▸ Your objective
Below are the records; print them again exactly and omit the pictures.
*** Opening Given records ***
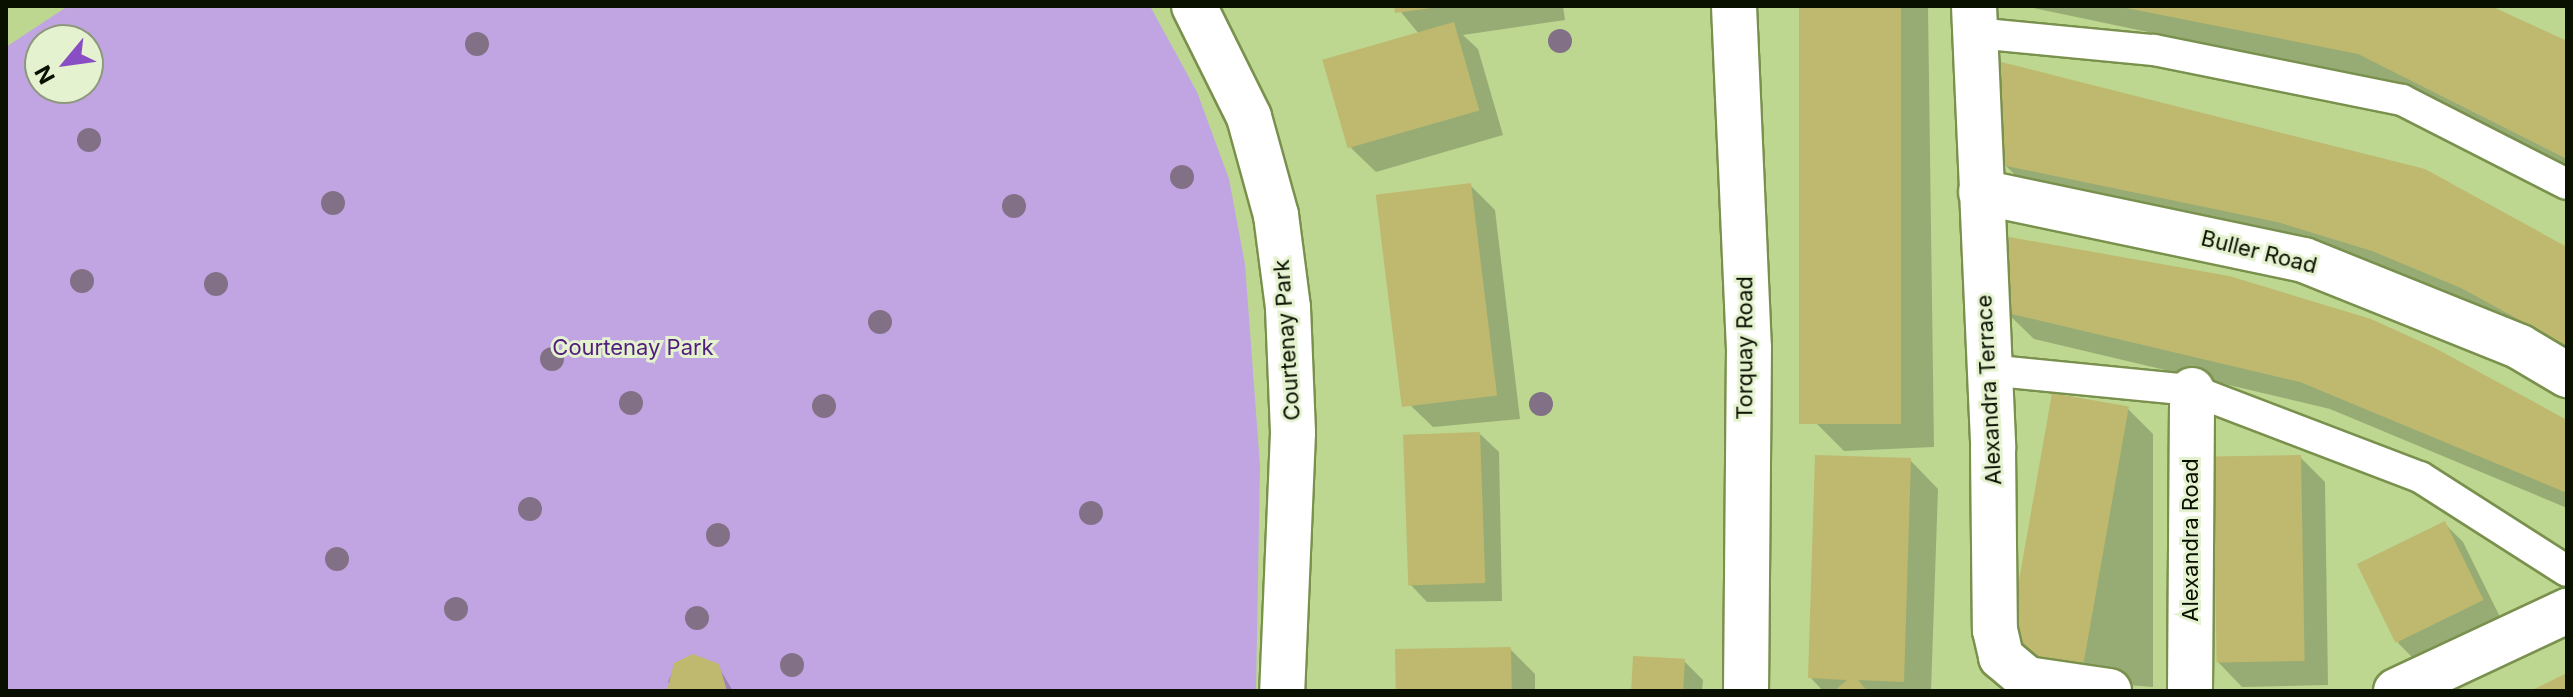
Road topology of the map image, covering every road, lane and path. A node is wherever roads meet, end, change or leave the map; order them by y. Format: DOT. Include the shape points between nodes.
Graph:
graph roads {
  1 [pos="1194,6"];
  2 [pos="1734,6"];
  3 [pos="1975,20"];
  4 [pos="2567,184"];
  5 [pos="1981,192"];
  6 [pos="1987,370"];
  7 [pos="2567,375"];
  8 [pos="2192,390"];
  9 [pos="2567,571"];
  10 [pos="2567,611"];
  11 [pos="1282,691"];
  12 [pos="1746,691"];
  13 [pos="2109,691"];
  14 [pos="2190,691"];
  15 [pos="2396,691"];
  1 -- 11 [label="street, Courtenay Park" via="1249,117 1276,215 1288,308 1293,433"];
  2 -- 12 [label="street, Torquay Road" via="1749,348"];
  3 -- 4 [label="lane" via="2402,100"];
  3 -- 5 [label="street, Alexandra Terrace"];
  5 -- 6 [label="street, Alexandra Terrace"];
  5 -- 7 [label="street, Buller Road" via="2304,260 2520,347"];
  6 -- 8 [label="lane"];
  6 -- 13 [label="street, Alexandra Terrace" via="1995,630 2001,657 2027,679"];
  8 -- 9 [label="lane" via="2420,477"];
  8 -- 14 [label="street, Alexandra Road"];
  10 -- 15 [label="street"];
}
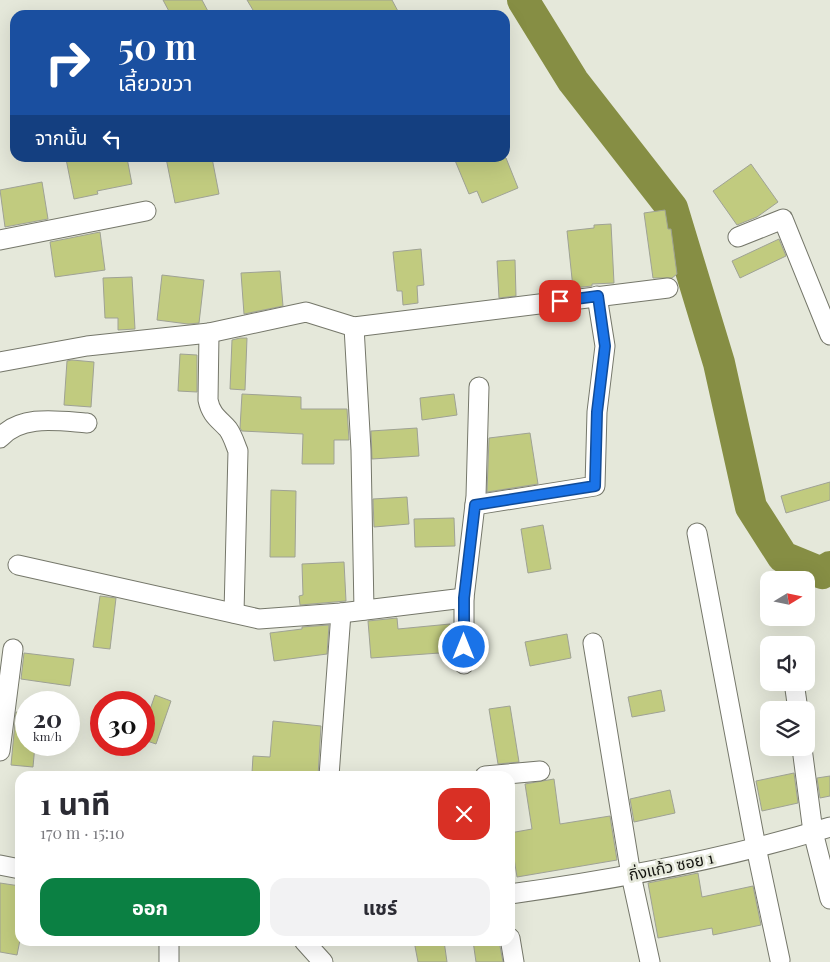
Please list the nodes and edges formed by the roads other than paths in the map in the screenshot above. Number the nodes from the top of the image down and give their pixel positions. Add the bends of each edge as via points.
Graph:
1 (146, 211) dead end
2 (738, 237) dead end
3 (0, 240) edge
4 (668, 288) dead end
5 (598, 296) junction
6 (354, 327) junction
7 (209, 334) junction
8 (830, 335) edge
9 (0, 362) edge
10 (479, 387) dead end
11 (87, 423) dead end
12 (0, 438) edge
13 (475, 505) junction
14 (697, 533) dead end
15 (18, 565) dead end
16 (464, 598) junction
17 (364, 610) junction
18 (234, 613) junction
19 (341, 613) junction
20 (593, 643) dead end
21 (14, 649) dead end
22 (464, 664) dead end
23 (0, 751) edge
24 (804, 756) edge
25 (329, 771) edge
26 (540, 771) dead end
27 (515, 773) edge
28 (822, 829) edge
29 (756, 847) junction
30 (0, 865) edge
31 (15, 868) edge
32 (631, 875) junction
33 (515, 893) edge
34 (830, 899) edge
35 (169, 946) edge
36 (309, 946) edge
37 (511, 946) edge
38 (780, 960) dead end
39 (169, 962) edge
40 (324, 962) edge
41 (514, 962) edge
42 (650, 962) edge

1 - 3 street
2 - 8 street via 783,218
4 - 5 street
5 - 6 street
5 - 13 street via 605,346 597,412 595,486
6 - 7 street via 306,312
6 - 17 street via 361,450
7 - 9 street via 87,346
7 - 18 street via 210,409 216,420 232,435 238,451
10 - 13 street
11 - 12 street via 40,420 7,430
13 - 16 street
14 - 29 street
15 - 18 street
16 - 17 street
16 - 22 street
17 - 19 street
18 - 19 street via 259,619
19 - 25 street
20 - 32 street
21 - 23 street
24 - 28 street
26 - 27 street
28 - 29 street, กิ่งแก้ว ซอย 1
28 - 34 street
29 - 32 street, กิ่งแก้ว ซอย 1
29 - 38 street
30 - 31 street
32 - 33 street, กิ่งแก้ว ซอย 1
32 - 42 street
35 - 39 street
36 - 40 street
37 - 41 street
*** Closing Given records ***
▸ Solution for this exercise
Road topology of the map image, covering every road, lane and path. A node is wherever roads meet, end, change or leave the map; order them by y. Format: DOT. Include the shape points between nodes.
Graph:
graph roads {
  1 [pos="1194,6"];
  2 [pos="1734,6"];
  3 [pos="1975,20"];
  4 [pos="2567,184"];
  5 [pos="1981,192"];
  6 [pos="1987,370"];
  7 [pos="2567,375"];
  8 [pos="2192,390"];
  9 [pos="2567,571"];
  10 [pos="2567,611"];
  11 [pos="1282,691"];
  12 [pos="1746,691"];
  13 [pos="2109,691"];
  14 [pos="2190,691"];
  15 [pos="2396,691"];
  1 -- 11 [label="street, Courtenay Park" via="1249,117 1276,215 1288,308 1293,433"];
  2 -- 12 [label="street, Torquay Road" via="1749,348"];
  3 -- 4 [label="lane" via="2402,100"];
  3 -- 5 [label="street, Alexandra Terrace"];
  5 -- 6 [label="street, Alexandra Terrace"];
  5 -- 7 [label="street, Buller Road" via="2304,260 2520,347"];
  6 -- 8 [label="lane"];
  6 -- 13 [label="street, Alexandra Terrace" via="1995,630 2001,657 2027,679"];
  8 -- 9 [label="lane" via="2420,477"];
  8 -- 14 [label="street, Alexandra Road"];
  10 -- 15 [label="street"];
}
Please list the nodes and edges formed by the roads other than paths in the map in the screenshot above. Number the nodes from the top of the image down and give their pixel positions. Add the bends of each edge as via points.
Graph:
1 (146, 211) dead end
2 (738, 237) dead end
3 (0, 240) edge
4 (668, 288) dead end
5 (598, 296) junction
6 (354, 327) junction
7 (209, 334) junction
8 (830, 335) edge
9 (0, 362) edge
10 (479, 387) dead end
11 (87, 423) dead end
12 (0, 438) edge
13 (475, 505) junction
14 (697, 533) dead end
15 (18, 565) dead end
16 (464, 598) junction
17 (364, 610) junction
18 (234, 613) junction
19 (341, 613) junction
20 (593, 643) dead end
21 (14, 649) dead end
22 (464, 664) dead end
23 (0, 751) edge
24 (804, 756) edge
25 (329, 771) edge
26 (540, 771) dead end
27 (515, 773) edge
28 (822, 829) edge
29 (756, 847) junction
30 (0, 865) edge
31 (15, 868) edge
32 (631, 875) junction
33 (515, 893) edge
34 (830, 899) edge
35 (169, 946) edge
36 (309, 946) edge
37 (511, 946) edge
38 (780, 960) dead end
39 (169, 962) edge
40 (324, 962) edge
41 (514, 962) edge
42 (650, 962) edge

1 - 3 street
2 - 8 street via 783,218
4 - 5 street
5 - 6 street
5 - 13 street via 605,346 597,412 595,486
6 - 7 street via 306,312
6 - 17 street via 361,450
7 - 9 street via 87,346
7 - 18 street via 210,409 216,420 232,435 238,451
10 - 13 street
11 - 12 street via 40,420 7,430
13 - 16 street
14 - 29 street
15 - 18 street
16 - 17 street
16 - 22 street
17 - 19 street
18 - 19 street via 259,619
19 - 25 street
20 - 32 street
21 - 23 street
24 - 28 street
26 - 27 street
28 - 29 street, กิ่งแก้ว ซอย 1
28 - 34 street
29 - 32 street, กิ่งแก้ว ซอย 1
29 - 38 street
30 - 31 street
32 - 33 street, กิ่งแก้ว ซอย 1
32 - 42 street
35 - 39 street
36 - 40 street
37 - 41 street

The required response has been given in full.